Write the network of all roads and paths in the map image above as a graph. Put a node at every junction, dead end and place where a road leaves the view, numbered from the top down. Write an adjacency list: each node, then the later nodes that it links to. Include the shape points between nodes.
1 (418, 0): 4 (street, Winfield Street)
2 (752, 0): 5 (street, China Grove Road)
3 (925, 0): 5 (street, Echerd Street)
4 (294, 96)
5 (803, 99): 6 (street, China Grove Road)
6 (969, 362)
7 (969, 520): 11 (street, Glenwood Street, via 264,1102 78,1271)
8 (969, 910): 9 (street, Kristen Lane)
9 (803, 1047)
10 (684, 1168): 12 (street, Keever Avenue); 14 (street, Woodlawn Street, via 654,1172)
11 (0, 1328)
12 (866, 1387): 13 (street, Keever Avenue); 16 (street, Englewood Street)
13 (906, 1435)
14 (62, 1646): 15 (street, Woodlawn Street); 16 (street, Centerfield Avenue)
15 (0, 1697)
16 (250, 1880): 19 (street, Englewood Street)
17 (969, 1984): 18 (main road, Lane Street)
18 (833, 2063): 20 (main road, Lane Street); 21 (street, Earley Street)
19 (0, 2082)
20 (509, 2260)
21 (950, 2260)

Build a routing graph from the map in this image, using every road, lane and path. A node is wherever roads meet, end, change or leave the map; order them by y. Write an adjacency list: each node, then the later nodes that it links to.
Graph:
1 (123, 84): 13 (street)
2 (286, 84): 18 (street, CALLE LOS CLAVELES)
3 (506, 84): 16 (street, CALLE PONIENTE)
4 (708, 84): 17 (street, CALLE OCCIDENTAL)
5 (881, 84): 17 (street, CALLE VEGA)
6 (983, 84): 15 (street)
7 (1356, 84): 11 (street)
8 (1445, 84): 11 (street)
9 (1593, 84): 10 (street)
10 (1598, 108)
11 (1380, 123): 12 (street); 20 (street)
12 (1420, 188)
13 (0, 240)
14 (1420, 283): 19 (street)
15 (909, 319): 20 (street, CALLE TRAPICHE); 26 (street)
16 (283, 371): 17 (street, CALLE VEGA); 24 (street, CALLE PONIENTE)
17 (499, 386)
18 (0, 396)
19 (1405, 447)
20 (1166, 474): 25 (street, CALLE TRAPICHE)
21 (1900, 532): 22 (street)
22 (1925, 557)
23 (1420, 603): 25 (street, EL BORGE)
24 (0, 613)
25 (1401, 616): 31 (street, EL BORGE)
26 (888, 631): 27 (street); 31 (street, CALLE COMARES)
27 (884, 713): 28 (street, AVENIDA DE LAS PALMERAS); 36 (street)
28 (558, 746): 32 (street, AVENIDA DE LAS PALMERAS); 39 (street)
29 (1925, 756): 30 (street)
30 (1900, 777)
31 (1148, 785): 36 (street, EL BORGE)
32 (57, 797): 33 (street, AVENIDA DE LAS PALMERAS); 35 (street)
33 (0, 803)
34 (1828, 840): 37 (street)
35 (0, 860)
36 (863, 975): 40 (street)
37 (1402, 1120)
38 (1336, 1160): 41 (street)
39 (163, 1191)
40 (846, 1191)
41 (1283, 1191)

• REQUIREMENT
From the first record to the last, print each one exactly.

• WRITTEN RESPONSE
Write the network of all roads and paths in the map image above as a graph. Put a node at every junction, dead end and place where a road leaves the view, numbered from the top down. Write an adjacency list: each node, then the later nodes that it links to. Include the shape points between nodes.
1 (418, 0): 4 (street, Winfield Street)
2 (752, 0): 5 (street, China Grove Road)
3 (925, 0): 5 (street, Echerd Street)
4 (294, 96)
5 (803, 99): 6 (street, China Grove Road)
6 (969, 362)
7 (969, 520): 11 (street, Glenwood Street, via 264,1102 78,1271)
8 (969, 910): 9 (street, Kristen Lane)
9 (803, 1047)
10 (684, 1168): 12 (street, Keever Avenue); 14 (street, Woodlawn Street, via 654,1172)
11 (0, 1328)
12 (866, 1387): 13 (street, Keever Avenue); 16 (street, Englewood Street)
13 (906, 1435)
14 (62, 1646): 15 (street, Woodlawn Street); 16 (street, Centerfield Avenue)
15 (0, 1697)
16 (250, 1880): 19 (street, Englewood Street)
17 (969, 1984): 18 (main road, Lane Street)
18 (833, 2063): 20 (main road, Lane Street); 21 (street, Earley Street)
19 (0, 2082)
20 (509, 2260)
21 (950, 2260)

Build a routing graph from the map in this image, using every road, lane and path. A node is wherever roads meet, end, change or leave the map; order them by y. Write an adjacency list: each node, then the later nodes that it links to.
Graph:
1 (123, 84): 13 (street)
2 (286, 84): 18 (street, CALLE LOS CLAVELES)
3 (506, 84): 16 (street, CALLE PONIENTE)
4 (708, 84): 17 (street, CALLE OCCIDENTAL)
5 (881, 84): 17 (street, CALLE VEGA)
6 (983, 84): 15 (street)
7 (1356, 84): 11 (street)
8 (1445, 84): 11 (street)
9 (1593, 84): 10 (street)
10 (1598, 108)
11 (1380, 123): 12 (street); 20 (street)
12 (1420, 188)
13 (0, 240)
14 (1420, 283): 19 (street)
15 (909, 319): 20 (street, CALLE TRAPICHE); 26 (street)
16 (283, 371): 17 (street, CALLE VEGA); 24 (street, CALLE PONIENTE)
17 (499, 386)
18 (0, 396)
19 (1405, 447)
20 (1166, 474): 25 (street, CALLE TRAPICHE)
21 (1900, 532): 22 (street)
22 (1925, 557)
23 (1420, 603): 25 (street, EL BORGE)
24 (0, 613)
25 (1401, 616): 31 (street, EL BORGE)
26 (888, 631): 27 (street); 31 (street, CALLE COMARES)
27 (884, 713): 28 (street, AVENIDA DE LAS PALMERAS); 36 (street)
28 (558, 746): 32 (street, AVENIDA DE LAS PALMERAS); 39 (street)
29 (1925, 756): 30 (street)
30 (1900, 777)
31 (1148, 785): 36 (street, EL BORGE)
32 (57, 797): 33 (street, AVENIDA DE LAS PALMERAS); 35 (street)
33 (0, 803)
34 (1828, 840): 37 (street)
35 (0, 860)
36 (863, 975): 40 (street)
37 (1402, 1120)
38 (1336, 1160): 41 (street)
39 (163, 1191)
40 (846, 1191)
41 (1283, 1191)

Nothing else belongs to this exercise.